As cyberattacks become an ever-increasing reality for local business — and tech teams become the first line of defence — organisations must learn to overcome common communication roadblocks. 

    Communication between a board and the information technology team is critical for maintaining an organisation’s defensive cybersecurity posture and staying abreast of new developments, yet it is often inadequate.

    “No matter what size your business is, a lack of communication runs the risk of misalignment between the company’s strategic goals and its technology initiatives,” says Daniel Sekers GAICD, chair and non-executive director at Votiro and a director at Divergent Group. “There have even been examples where it has led to the company’s downfall.”

    It is also inherently challenging. Technology is a specialised knowledge area and security risks can be difficult to quantify. And while an organisation may be doing all it can to guard against a data breach, there is arguably no way to ensure the business is completely protected. Sekers believes that part of the challenge stems from the fact that such dialogue requires different personality types exchanging information that is complex and frequently subject to changes.

    “You’ve got technical experts working with non-technical decision-makers,” he says. “These different kinds of people look at the same issue through different lenses.”

    When forming a working relationship between a board and a technology team, it is vital that there is a common understanding in areas such as risk appetite.

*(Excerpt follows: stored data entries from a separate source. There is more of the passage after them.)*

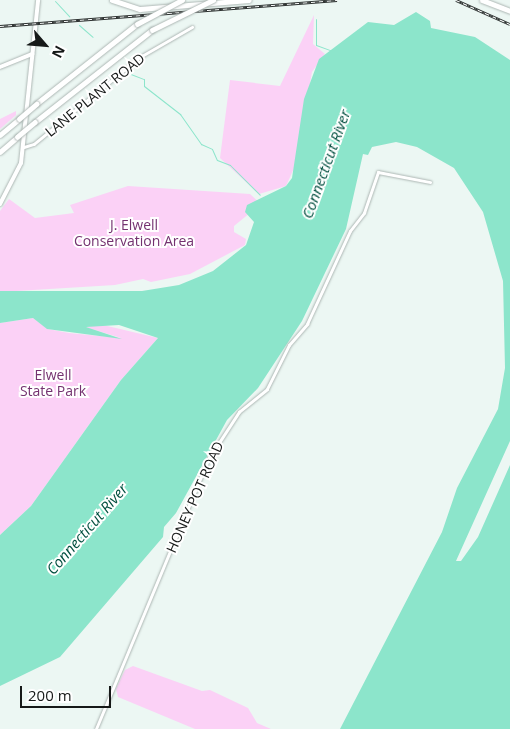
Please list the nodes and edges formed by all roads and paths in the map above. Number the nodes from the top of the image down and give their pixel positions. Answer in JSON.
{"nodes":[{"id":1,"x":38,"y":0,"type":"edge"},
{"id":2,"x":112,"y":0,"type":"edge"},
{"id":3,"x":182,"y":0,"type":"edge"},
{"id":4,"x":213,"y":0,"type":"edge"},
{"id":5,"x":249,"y":0,"type":"edge"},
{"id":6,"x":482,"y":0,"type":"edge"},
{"id":7,"x":510,"y":11,"type":"edge"},
{"id":8,"x":192,"y":27,"type":"dead end"},
{"id":9,"x":32,"y":54,"type":"junction"},
{"id":10,"x":0,"y":67,"type":"edge"},
{"id":11,"x":0,"y":135,"type":"edge"},
{"id":12,"x":24,"y":147,"type":"junction"},
{"id":13,"x":0,"y":152,"type":"edge"},
{"id":14,"x":430,"y":182,"type":"dead end"},
{"id":15,"x":0,"y":204,"type":"edge"},
{"id":16,"x":96,"y":729,"type":"edge"}],
"edges":[{"from":1,"to":9,"type":"main road"},
{"from":2,"to":5,"type":"highway"},
{"from":3,"to":11,"type":"highway","bridge":true},
{"from":4,"to":13,"type":"highway","bridge":true},
{"from":6,"to":7,"type":"highway"},
{"from":8,"to":12,"type":"street","name":"LANE PLANT ROAD"},
{"from":9,"to":10,"type":"main road"},
{"from":9,"to":12,"type":"main road"},
{"from":12,"to":15,"type":"main road"},
{"from":14,"to":16,"type":"street","name":"HONEY POT ROAD"}]}
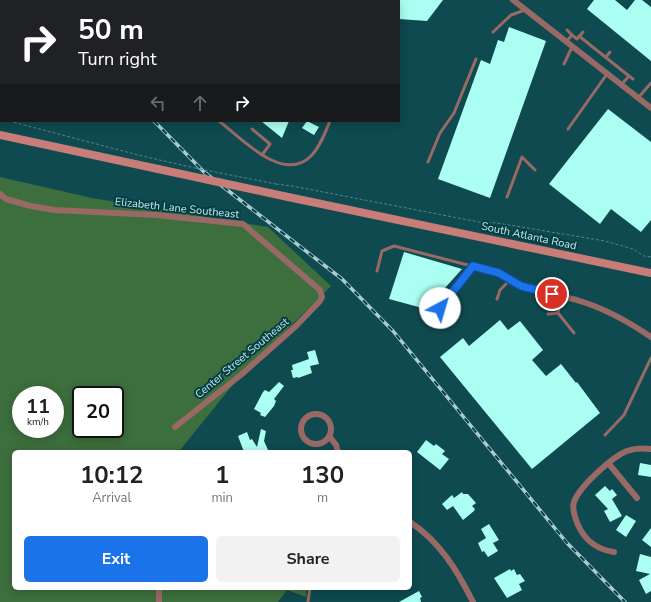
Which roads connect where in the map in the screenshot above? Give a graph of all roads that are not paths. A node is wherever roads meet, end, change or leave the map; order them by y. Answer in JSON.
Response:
{"nodes":[{"id":1,"x":512,"y":0,"type":"edge"},
{"id":2,"x":525,"y":10,"type":"junction"},
{"id":3,"x":566,"y":30,"type":"dead end"},
{"id":4,"x":493,"y":32,"type":"dead end"},
{"id":5,"x":583,"y":32,"type":"dead end"},
{"id":6,"x":572,"y":35,"type":"junction"},
{"id":7,"x":579,"y":36,"type":"junction"},
{"id":8,"x":566,"y":42,"type":"junction"},
{"id":9,"x":572,"y":46,"type":"junction"},
{"id":10,"x":610,"y":52,"type":"dead end"},
{"id":11,"x":606,"y":57,"type":"junction"},
{"id":12,"x":476,"y":59,"type":"dead end"},
{"id":13,"x":564,"y":64,"type":"dead end"},
{"id":14,"x":607,"y":74,"type":"junction"},
{"id":15,"x":629,"y":76,"type":"junction"},
{"id":16,"x":633,"y":79,"type":"dead end"},
{"id":17,"x":651,"y":83,"type":"edge"},
{"id":18,"x":621,"y":85,"type":"junction"},
{"id":19,"x":638,"y":98,"type":"junction"},
{"id":20,"x":651,"y":108,"type":"edge"},
{"id":21,"x":220,"y":122,"type":"edge"},
{"id":22,"x":330,"y":122,"type":"edge"},
{"id":23,"x":252,"y":129,"type":"dead end"},
{"id":24,"x":568,"y":129,"type":"dead end"},
{"id":25,"x":0,"y":135,"type":"edge"},
{"id":26,"x":262,"y":155,"type":"junction"},
{"id":27,"x":428,"y":162,"type":"dead end"},
{"id":28,"x":535,"y":170,"type":"dead end"},
{"id":29,"x":0,"y":194,"type":"edge"},
{"id":30,"x":507,"y":197,"type":"dead end"},
{"id":31,"x":473,"y":266,"type":"junction"},
{"id":32,"x":377,"y":271,"type":"dead end"},
{"id":33,"x":651,"y":273,"type":"edge"},
{"id":34,"x":511,"y":281,"type":"junction"},
{"id":35,"x":561,"y":296,"type":"junction"},
{"id":36,"x":496,"y":299,"type":"dead end"},
{"id":37,"x":320,"y":301,"type":"joint"},
{"id":38,"x":432,"y":313,"type":"dead end"},
{"id":39,"x":558,"y":313,"type":"junction"},
{"id":40,"x":548,"y":314,"type":"dead end"},
{"id":41,"x":574,"y":333,"type":"dead end"},
{"id":42,"x":651,"y":337,"type":"edge"},
{"id":43,"x":651,"y":358,"type":"edge"},
{"id":44,"x":175,"y":427,"type":"dead end"},
{"id":45,"x":329,"y":436,"type":"junction"},
{"id":46,"x":605,"y":436,"type":"dead end"},
{"id":47,"x":651,"y":449,"type":"edge"},
{"id":48,"x":337,"y":450,"type":"edge"},
{"id":49,"x":609,"y":464,"type":"junction"},
{"id":50,"x":637,"y":498,"type":"dead end"},
{"id":51,"x":412,"y":524,"type":"edge"},
{"id":52,"x":614,"y":552,"type":"dead end"},
{"id":53,"x":159,"y":590,"type":"edge"},
{"id":54,"x":310,"y":590,"type":"edge"},
{"id":55,"x":160,"y":602,"type":"edge"},
{"id":56,"x":308,"y":602,"type":"edge"},
{"id":57,"x":473,"y":602,"type":"edge"}],
"edges":[{"from":1,"to":2,"type":"street"},
{"from":2,"to":4,"type":"lane"},
{"from":2,"to":8,"type":"street"},
{"from":3,"to":6,"type":"lane"},
{"from":5,"to":7,"type":"lane"},
{"from":6,"to":7,"type":"lane"},
{"from":6,"to":8,"type":"lane"},
{"from":7,"to":11,"type":"lane"},
{"from":8,"to":9,"type":"street"},
{"from":9,"to":13,"type":"lane"},
{"from":9,"to":14,"type":"street"},
{"from":10,"to":11,"type":"lane"},
{"from":11,"to":15,"type":"lane"},
{"from":12,"to":27,"type":"lane"},
{"from":14,"to":18,"type":"street"},
{"from":14,"to":24,"type":"lane"},
{"from":15,"to":16,"type":"lane"},
{"from":15,"to":18,"type":"lane"},
{"from":17,"to":19,"type":"lane"},
{"from":18,"to":19,"type":"street"},
{"from":19,"to":20,"type":"street"},
{"from":21,"to":26,"type":"lane"},
{"from":22,"to":26,"type":"lane"},
{"from":23,"to":26,"type":"lane"},
{"from":25,"to":33,"type":"main road","name":"South Atlanta Road","bridge":true},
{"from":28,"to":30,"type":"lane"},
{"from":29,"to":37,"type":"street","name":"Elizabeth Lane Southeast"},
{"from":31,"to":32,"type":"lane"},
{"from":31,"to":34,"type":"lane"},
{"from":31,"to":38,"type":"lane"},
{"from":34,"to":35,"type":"street"},
{"from":34,"to":36,"type":"lane"},
{"from":35,"to":39,"type":"lane"},
{"from":35,"to":42,"type":"street"},
{"from":37,"to":44,"type":"street","name":"Center Street Southeast"},
{"from":39,"to":40,"type":"lane"},
{"from":39,"to":41,"type":"lane"},
{"from":43,"to":46,"type":"lane"},
{"from":45,"to":45,"type":"street"},
{"from":45,"to":48,"type":"street"},
{"from":47,"to":49,"type":"street"},
{"from":49,"to":50,"type":"street"},
{"from":49,"to":52,"type":"street"},
{"from":51,"to":57,"type":"street"},
{"from":53,"to":55,"type":"street"},
{"from":54,"to":56,"type":"lane"}]}
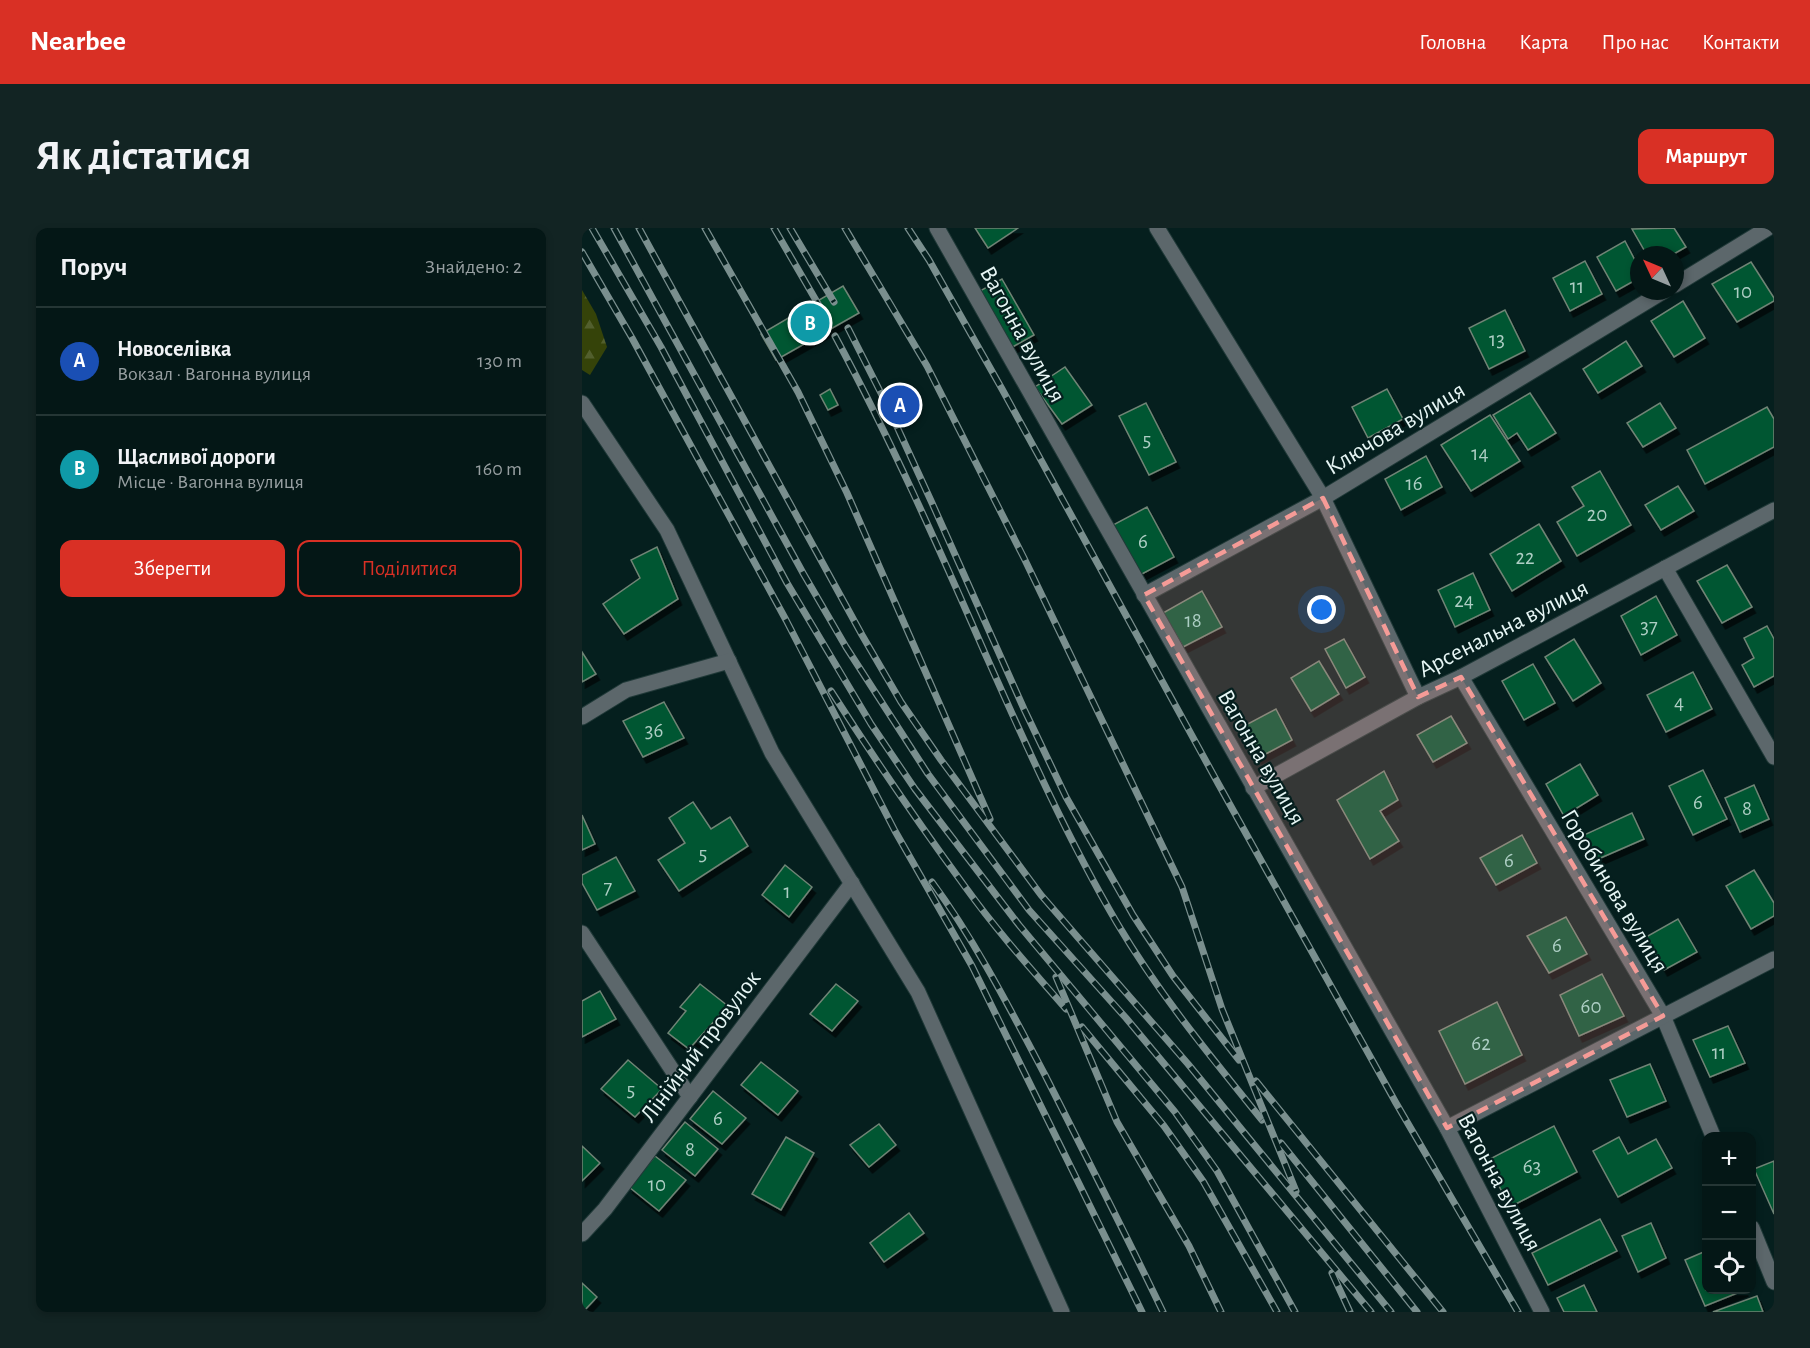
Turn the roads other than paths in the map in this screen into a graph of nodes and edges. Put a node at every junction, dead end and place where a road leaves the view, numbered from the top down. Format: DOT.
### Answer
graph roads {
  1 [pos="937,228"];
  2 [pos="1157,228"];
  3 [pos="1768,228"];
  4 [pos="1684,279"];
  5 [pos="1649,300"];
  6 [pos="582,403"];
  7 [pos="1323,498"];
  8 [pos="1774,510"];
  9 [pos="1665,568"];
  10 [pos="1144,595"];
  11 [pos="729,661"];
  12 [pos="1461,676"];
  13 [pos="1418,697"];
  14 [pos="582,717"];
  15 [pos="1774,757"];
  16 [pos="1253,788"];
  17 [pos="852,883"];
  18 [pos="582,933"];
  19 [pos="1774,959"];
  20 [pos="1663,1016"];
  21 [pos="690,1097"];
  22 [pos="1447,1128"];
  23 [pos="1711,1132"];
  24 [pos="582,1234"];
  25 [pos="1756,1238"];
  26 [pos="1774,1282"];
  27 [pos="1062,1312"];
  28 [pos="1542,1312"];
  1 -- 10 [label="street, Вагонна вулиця"];
  2 -- 7 [label="street"];
  3 -- 4 [label="street"];
  5 -- 7 [label="street, Ключова вулиця"];
  6 -- 11 [label="street"];
  7 -- 10 [label="street, Ключова вулиця"];
  7 -- 13 [label="street"];
  8 -- 9 [label="street, Арсенальна вулиця"];
  9 -- 12 [label="street, Арсенальна вулиця"];
  9 -- 15 [label="street"];
  10 -- 16 [label="street, Вагонна вулиця"];
  11 -- 14 [label="street"];
  11 -- 17 [label="street"];
  12 -- 13 [label="street, Арсенальна вулиця"];
  12 -- 20 [label="street, Горобинова вулиця"];
  13 -- 16 [label="street, Арсенальна вулиця"];
  16 -- 22 [label="street, Вагонна вулиця"];
  17 -- 21 [label="street, Лінійний провулок"];
  17 -- 27 [label="street"];
  18 -- 21 [label="street"];
  19 -- 20 [label="street"];
  20 -- 22 [label="street"];
  20 -- 23 [label="street, Горобинова вулиця"];
  21 -- 24 [label="street, Лінійний провулок"];
  22 -- 28 [label="street, Вагонна вулиця"];
  25 -- 26 [label="street"];
}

    There are no silly questions

    One of the most common issues is a lack of frankness when tech teams communicate security threats, says Darren Hopkins, a partner at McGrathNicol and the head of cybersecurity. There is a tendency to paint a more rosy picture than reality dictates.

    “Technical teams often see it as their duty to provide comfort and reassurance to boards,” says Hopkins. “When a board asks if everything is OK or whether more needs to be done, the tech person will often assure them that everything is in hand, but without providing any real strategic reporting to back that up.”

    Hopkins frequently hears of the disconnect boards feel when a tech leader tells them that a cybersecurity situation is under control, yet they are simultaneously being asked to invest in a new security product or service. The board cannot see how the investment would benefit the business and is therefore less likely to give it the green light.

    “Sometimes, a board member will see on the agenda that the IT person is coming to the meeting to present — and their immediate question is whether the CFO is available to attend to make a call on the expected purchase,” says Hopkins.

    In Hopkins’ experience, the greatest disconnect occurs in the aftermath of a data breach. “I see this play out quite often,” he says. “The IT team says, ‘We’ve been warning the board and the executive that this is coming for some time. We’ve been asking for them to buy some systems or to support us with an investment, but it’s always been difficult.’ But the board says to me, ‘Well, they never actually told us why they needed it. There wasn’t a real articulation as to how the investment would mitigate the risk.’”

    By the time the board is really listening, the damage has already been done and the organisation will likely have to spend more to rectify the damage. This can lead to ongoing issues. For example, the tech team may be dissuaded from raising alarm bells in a timely way because it feels as though it lacks a seat at the decision-making table.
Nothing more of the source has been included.